6

For some reason when I check on Google Webmaster Tool's "Analyze robots.txt" to see which urls are blocked by our robots.txt file, it's not what I'm expecting. Here is a snippet from the beginning of our file:

Sitemap: http://[omitted]/sitemap_index.xml

User-agent: Mediapartners-Google
Disallow: /scripts

User-agent: *
Disallow: /scripts
# list of articles given by the Content group
Disallow: http://[omitted]/Living/books/book-review-not-stupid.aspx
Disallow: http://[omitted]/Living/books/book-review-running-through-roadblocks-inspirational-stories-of-twenty-courageous-athletic-warriors.aspx
Disallow: http://[omitted]/Living/sportsandrecreation/book-review-running-through-roadblocks-inspirational-stories-of-twenty-courageous-athletic-warriors.aspx

Anything in the scripts folder are correctly blocked for both the Googlebot and Mediapartners-Google. I can see that the two robots are seeing the correct directive because the Googlebot says the scripts are blocked from line 7 while the Mediapartners-Google is blocked from line 4. And yet ANY other url I put in from the disallowed urls under the second user-agent directive are NOT blocked!

I'm wondering if my comment or using absolute urls are screwing things up...

Any insight is appreciated. Thanks.

4 Answers4

11

The reason why they are ignored is that you have the fully qualified URL in the robots.txt file for Disallow entries while the specification doesn't allow it. (You should only specify relative paths, or absolute paths using /).
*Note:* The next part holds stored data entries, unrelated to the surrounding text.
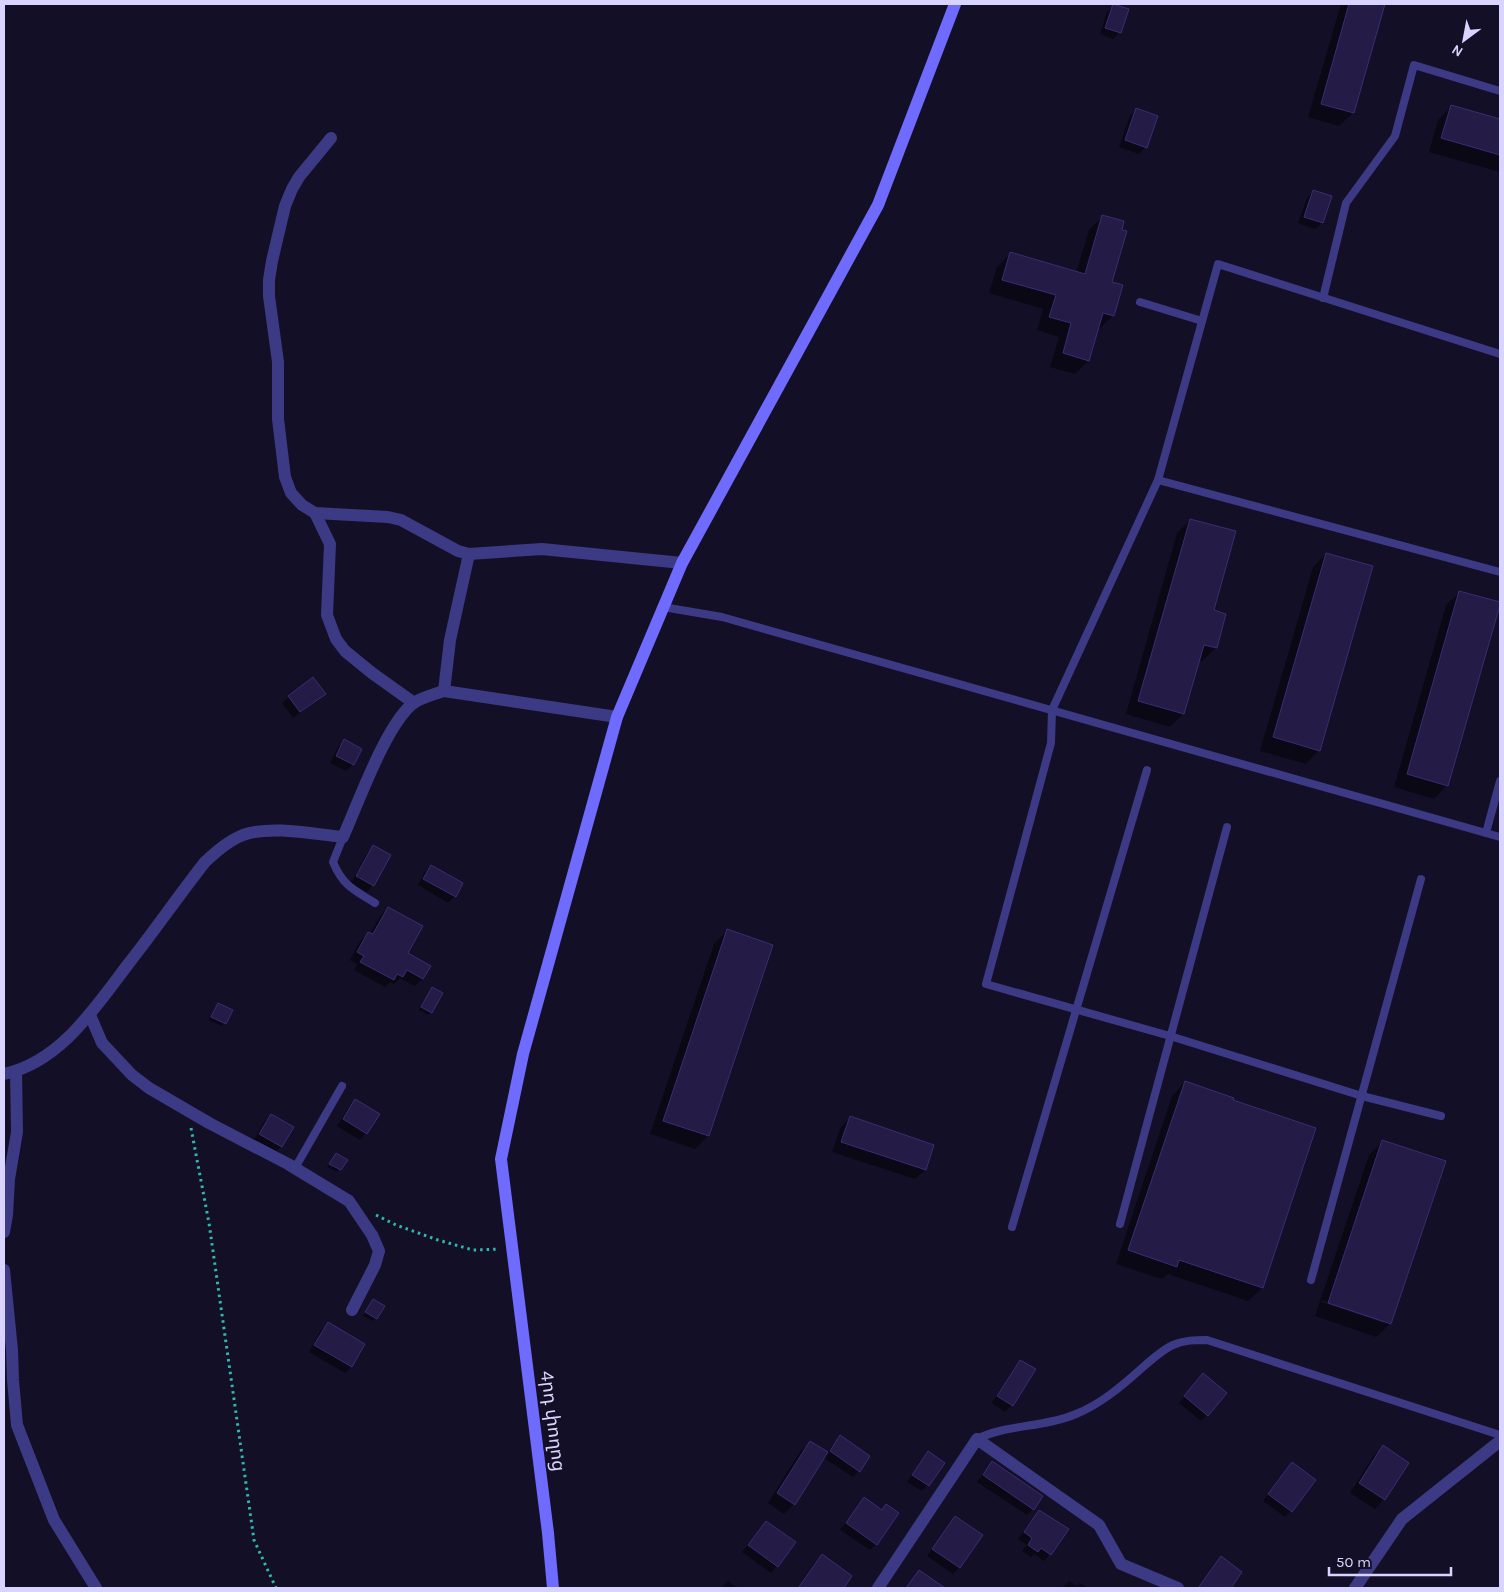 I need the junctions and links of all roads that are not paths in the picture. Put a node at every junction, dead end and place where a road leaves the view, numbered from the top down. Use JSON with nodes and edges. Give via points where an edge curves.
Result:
{"nodes":[{"id":1,"x":954,"y":4,"type":"edge"},
{"id":2,"x":1500,"y":91,"type":"edge"},
{"id":3,"x":332,"y":138,"type":"dead end"},
{"id":4,"x":1323,"y":298,"type":"junction"},
{"id":5,"x":1140,"y":302,"type":"dead end"},
{"id":6,"x":1202,"y":321,"type":"junction"},
{"id":7,"x":1500,"y":354,"type":"edge"},
{"id":8,"x":1158,"y":480,"type":"junction"},
{"id":9,"x":315,"y":513,"type":"junction"},
{"id":10,"x":470,"y":554,"type":"junction"},
{"id":11,"x":682,"y":563,"type":"junction"},
{"id":12,"x":1500,"y":572,"type":"edge"},
{"id":13,"x":663,"y":607,"type":"junction"},
{"id":14,"x":444,"y":691,"type":"junction"},
{"id":15,"x":414,"y":703,"type":"junction"},
{"id":16,"x":1052,"y":710,"type":"junction"},
{"id":17,"x":617,"y":717,"type":"junction"},
{"id":18,"x":1147,"y":770,"type":"dead end"},
{"id":19,"x":1500,"y":781,"type":"edge"},
{"id":20,"x":1227,"y":827,"type":"dead end"},
{"id":21,"x":1486,"y":833,"type":"junction"},
{"id":22,"x":343,"y":837,"type":"junction"},
{"id":23,"x":1500,"y":837,"type":"edge"},
{"id":24,"x":1421,"y":879,"type":"dead end"},
{"id":25,"x":375,"y":903,"type":"dead end"},
{"id":26,"x":1076,"y":1010,"type":"junction"},
{"id":27,"x":90,"y":1015,"type":"junction"},
{"id":28,"x":1170,"y":1036,"type":"junction"},
{"id":29,"x":10,"y":1073,"type":"edge"},
{"id":30,"x":342,"y":1086,"type":"dead end"},
{"id":31,"x":1362,"y":1096,"type":"junction"},
{"id":32,"x":1441,"y":1116,"type":"dead end"},
{"id":33,"x":294,"y":1168,"type":"junction"},
{"id":34,"x":1120,"y":1224,"type":"dead end"},
{"id":35,"x":1012,"y":1227,"type":"dead end"},
{"id":36,"x":4,"y":1232,"type":"edge"},
{"id":37,"x":4,"y":1270,"type":"edge"},
{"id":38,"x":1311,"y":1280,"type":"dead end"},
{"id":39,"x":352,"y":1310,"type":"dead end"},
{"id":40,"x":1500,"y":1435,"type":"edge"},
{"id":41,"x":976,"y":1439,"type":"junction"},
{"id":42,"x":1500,"y":1441,"type":"edge"},
{"id":43,"x":96,"y":1588,"type":"edge"},
{"id":44,"x":553,"y":1588,"type":"edge"},
{"id":45,"x":878,"y":1588,"type":"edge"},
{"id":46,"x":1178,"y":1588,"type":"edge"},
{"id":47,"x":1355,"y":1588,"type":"edge"}],
"edges":[{"from":1,"to":11,"type":"street","name":"4րդ փողոց","via":[[878,205]]},
{"from":2,"to":4,"type":"lane","via":[[1414,65],[1395,136],[1346,203]]},
{"from":3,"to":9,"type":"street","via":[[292,189],[269,280],[285,477],[291,494]]},
{"from":4,"to":6,"type":"lane","via":[[1218,264]]},
{"from":4,"to":7,"type":"lane"},
{"from":5,"to":6,"type":"lane"},
{"from":6,"to":8,"type":"lane"},
{"from":8,"to":12,"type":"lane"},
{"from":8,"to":16,"type":"lane"},
{"from":9,"to":10,"type":"street","via":[[401,520],[458,551]]},
{"from":9,"to":15,"type":"street","via":[[330,544],[327,615],[336,639],[345,651]]},
{"from":10,"to":11,"type":"street","via":[[542,549]]},
{"from":10,"to":14,"type":"street","via":[[450,640]]},
{"from":11,"to":13,"type":"street","name":"4րդ փողոց"},
{"from":13,"to":16,"type":"lane","via":[[722,617]]},
{"from":13,"to":17,"type":"street","name":"4րդ փողոց"},
{"from":14,"to":15,"type":"street"},
{"from":14,"to":17,"type":"street"},
{"from":15,"to":22,"type":"street","via":[[388,736]]},
{"from":16,"to":21,"type":"lane"},
{"from":16,"to":26,"type":"lane","via":[[1051,743],[986,984]]},
{"from":17,"to":44,"type":"street","name":"4րդ փողոց","via":[[523,1054],[501,1159]]},
{"from":18,"to":26,"type":"lane"},
{"from":19,"to":21,"type":"lane"},
{"from":20,"to":28,"type":"lane"},
{"from":21,"to":23,"type":"lane"},
{"from":22,"to":25,"type":"lane","via":[[333,862],[338,873],[346,885]]},
{"from":22,"to":27,"type":"street","via":[[269,830],[243,835],[220,848],[205,862]]},
{"from":24,"to":31,"type":"lane"},
{"from":26,"to":28,"type":"lane"},
{"from":26,"to":35,"type":"lane"},
{"from":27,"to":29,"type":"street","via":[[48,1055]]},
{"from":27,"to":33,"type":"street","via":[[102,1043],[149,1088]]},
{"from":28,"to":31,"type":"lane"},
{"from":28,"to":34,"type":"lane"},
{"from":29,"to":36,"type":"street","via":[[17,1132]]},
{"from":30,"to":33,"type":"lane"},
{"from":31,"to":32,"type":"lane"},
{"from":31,"to":38,"type":"lane"},
{"from":33,"to":39,"type":"street","via":[[349,1201],[379,1251]]},
{"from":37,"to":43,"type":"street","via":[[17,1425],[54,1520]]},
{"from":40,"to":41,"type":"lane","via":[[1206,1340],[1189,1340],[1172,1345],[1100,1401],[1079,1413],[1056,1422],[997,1431]]},
{"from":41,"to":45,"type":"street"},
{"from":41,"to":46,"type":"street","via":[[1099,1525],[1120,1564]]},
{"from":42,"to":47,"type":"street","via":[[1402,1519]]}]} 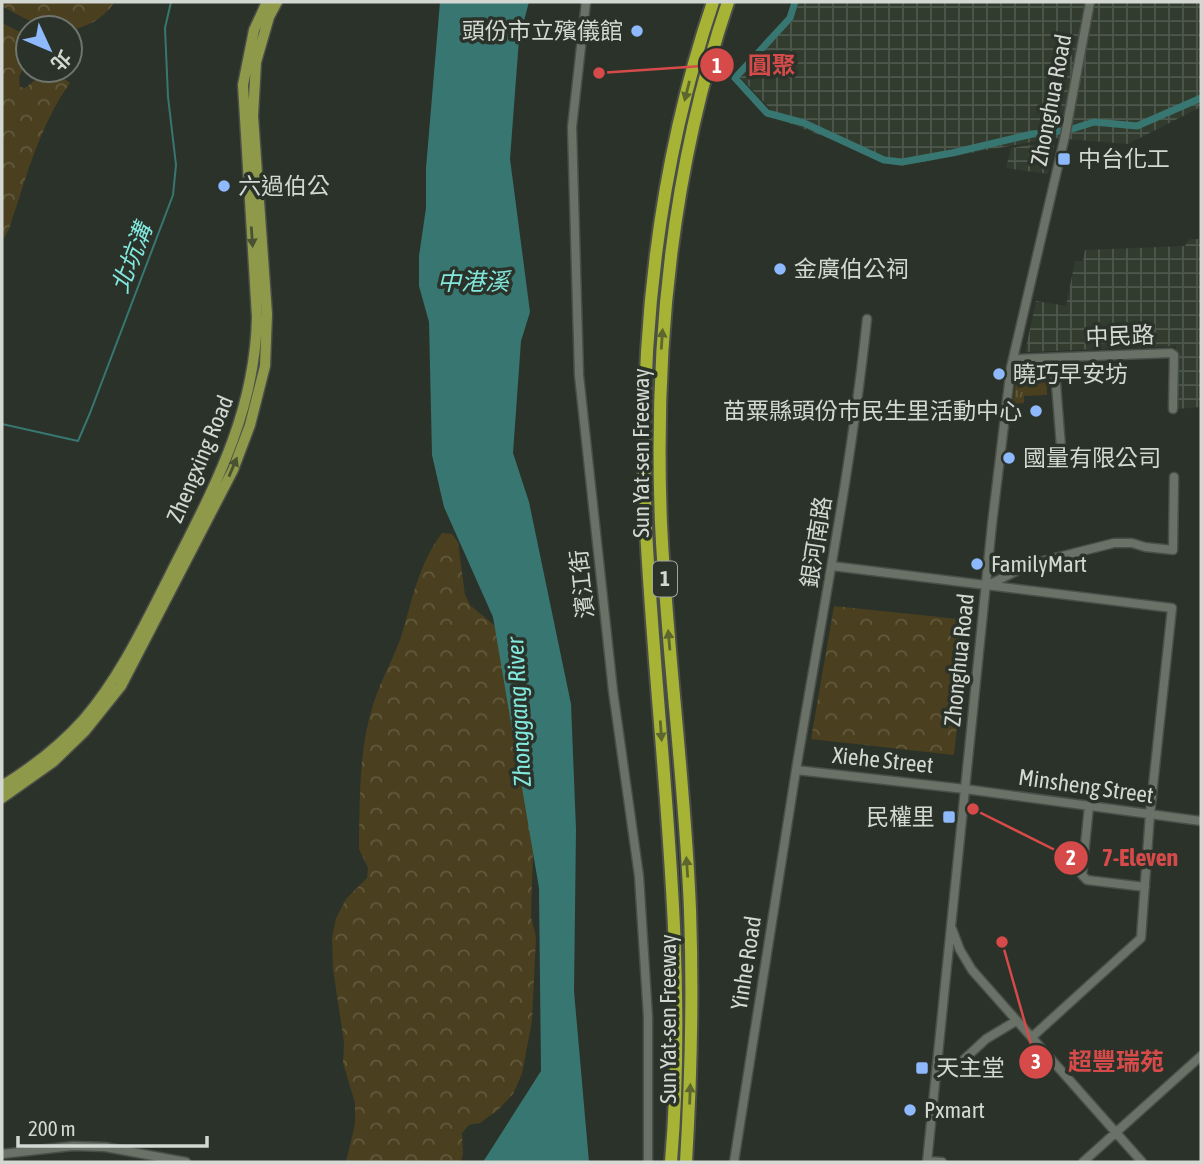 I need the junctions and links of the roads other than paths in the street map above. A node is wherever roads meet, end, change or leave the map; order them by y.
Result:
1 (267, 2) edge
2 (277, 2) edge
3 (586, 2) edge
4 (713, 2) edge
5 (728, 2) edge
6 (1090, 2) edge
7 (867, 319) dead end
8 (1054, 358) junction
9 (1013, 359) junction
10 (1173, 409) dead end
11 (1060, 447) dead end
12 (1174, 477) dead end
13 (832, 566) junction
14 (986, 586) junction
15 (796, 770) junction
16 (2, 786) edge
17 (965, 789) junction
18 (2, 798) edge
19 (1089, 806) junction
20 (1150, 814) junction
21 (1201, 821) edge
22 (1145, 887) junction
23 (951, 926) junction
24 (1017, 1021) junction
25 (1032, 1037) junction
26 (1201, 1056) edge
27 (959, 1064) dead end
28 (1116, 1133) junction
29 (2, 1154) edge
30 (927, 1161) edge
31 (186, 1162) edge
32 (648, 1162) edge
33 (671, 1162) edge
34 (686, 1162) edge
35 (734, 1162) edge
36 (942, 1162) edge
37 (1083, 1162) edge
38 (1142, 1162) edge

1 -> 16 main road, Zhengxing Road
18 -> 2 main road, Zhengxing Road
3 - 32 street, 濱江街
4 -> 33 highway, Sun Yat-sen Freeway / 1
34 -> 5 highway, Sun Yat-sen Freeway / 1
6 - 9 street, Zhonghua Road
7 - 13 street, 銀河南路
8 - 9 street, 中民路
8 - 10 street, 中民路
8 - 11 street
9 - 14 street, Zhonghua Road
12 - 14 street
13 - 14 street
13 - 15 street, 銀河南路
14 - 17 street, Zhonghua Road
14 - 20 street
15 - 17 street, Xiehe Street
15 - 35 street, Yinhe Road
17 - 19 street, Minsheng Street
17 - 23 street, Zhonghua Road
19 - 20 street, Minsheng Street
19 - 22 street
20 - 21 street, Minsheng Street
20 - 22 street
22 - 25 street
23 - 24 street
23 - 30 street, Zhonghua Road
24 - 25 street
24 - 27 street
25 - 28 street
26 - 28 street
28 - 37 street
28 - 38 street
29 - 31 street
30 - 36 street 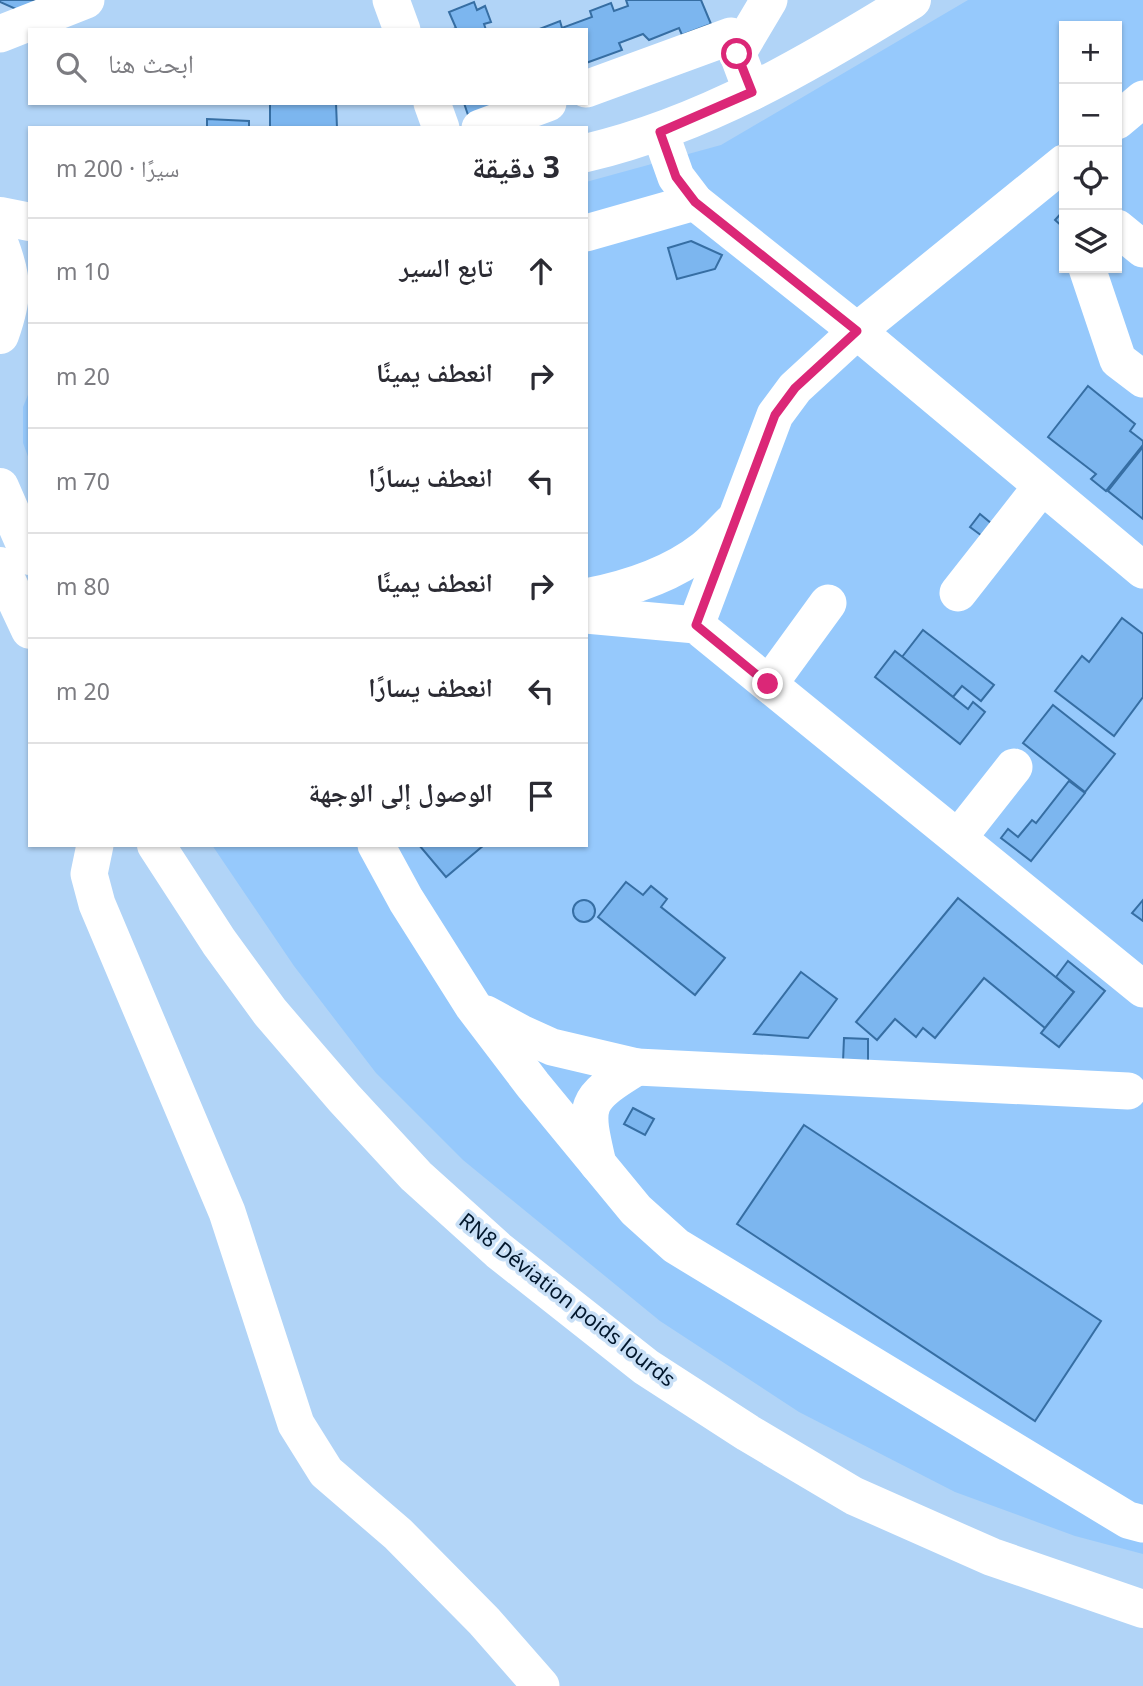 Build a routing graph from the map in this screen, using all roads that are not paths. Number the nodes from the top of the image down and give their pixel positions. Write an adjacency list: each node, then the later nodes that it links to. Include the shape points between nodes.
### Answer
1 (86, 0): 6 (street)
2 (391, 0): 5 (street)
3 (769, 0): 7 (street)
4 (912, 0): 9 (main road)
5 (401, 28)
6 (0, 34)
7 (737, 54): 8 (street, via 731,36); 9 (street)
8 (588, 88)
9 (752, 92): 16 (main road)
10 (1143, 99): 13 (street)
11 (433, 105): 14 (street)
12 (543, 105): 15 (street)
13 (1122, 117)
14 (441, 126)
15 (485, 126)
16 (660, 132): 17 (main road); 19 (street, via 676,177)
17 (588, 152)
18 (1059, 175): 28 (street)
19 (695, 202): 22 (street); 28 (street)
20 (0, 216): 21 (main road)
21 (28, 222)
22 (588, 232)
23 (1122, 232): 25 (street)
24 (0, 245): 29 (main road, via 10,271 10,307)
25 (1143, 249)
26 (1089, 273): 30 (street, via 1118,359)
27 (28, 313): 29 (main road)
28 (857, 331): 32 (street); 33 (street, via 795,388 775,415)
29 (0, 337)
30 (1143, 379)
31 (0, 486): 34 (main road)
32 (1042, 486): 36 (street); 37 (street)
33 (736, 518): 38 (street, via 685,562 645,581); 41 (street)
34 (28, 551)
35 (0, 566): 42 (main road)
36 (1143, 570)
37 (958, 593)
38 (588, 596)
39 (828, 603): 43 (street)
40 (588, 615): 41 (street)
41 (696, 625): 43 (street)
42 (28, 626)
43 (768, 684): 45 (street)
44 (1014, 767): 45 (street)
45 (958, 838): 49 (street)
46 (95, 847): 56 (street, via 89,874 97,904 227,1212 296,1424 326,1472 398,1534)
47 (157, 847): 55 (main road, RN8 Déviation poids lourds, via 270,1012 416,1176 499,1251 646,1367 854,1496 992,1557)
48 (377, 847): 50 (street)
49 (1143, 989)
50 (473, 1006): 51 (street, via 552,1047); 53 (street)
51 (637, 1068): 52 (street); 53 (street, via 606,1086 592,1102 589,1126)
52 (1138, 1082)
53 (598, 1165): 54 (street, via 636,1210 676,1246 1128,1520)
54 (1143, 1524)
55 (1143, 1609)
56 (541, 1686)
Try the following:

Sitemap: /sitemap_index.xml

User-agent: Mediapartners-Google
Disallow: /scripts

User-agent: *
Disallow: /scripts
# list of articles given by the Content group
Disallow: /Living/books/book-review-not-stupid.aspx
Disallow: /Living/books/book-review-running-through-roadblocks-inspirational-stories-of-twenty-courageous-athletic-warriors.aspx
Disallow: /Living/sportsandrecreation/book-review-running-through-roadblocks-inspirational-stories-of-twenty-courageous-athletic-warriors.aspx

As for caching, google tries to get a copy of the robots.txt file every 24 hours in average.

Andrew Moore
  • 93,497
  • 30
  • 163
  • 175
  • Is that first line correct? http://www.sitemaps.org/protocol.php#submit_robots indicates that the sitemap location should be the complete URL. – David Citron Mar 28 '09 at 15:21
  • Site map with full URL is ok, but your disallow lists should still be absolute. – Andrew Moore Mar 28 '09 at 19:52
  • Following David Z below, wouldn't this formulation be a bit clearer?: Site map with full URL is ok, but disallow lists should be relative URLs based on the document root. – tuk0z Jan 23 '15 at 11:11
2

It's the absolute URLs. robots.txt is only supposed to include relative URIs; the domain is inferred based on the domain that the robots.txt was accessed from.

David Z
  • 128,184
  • 27
  • 255
  • 279
0

It's been up for at least a week, and Google says it was last downloaded 3 hours ago, so I'm sure it's recent.

  • 1
    You're probably better off editing the original question (typically by putting EIDT in bold at the bottom followed by the extra information) rather than answering your own question (I realize you can't comment yet). – cletus Jan 20 '09 at 23:48
-1

Did you recently make this change to your robots.txt file? In my experience it seems that google caches that stuff for a really long time.

Webjedi
  • 4,677
  • 7
  • 42
  • 59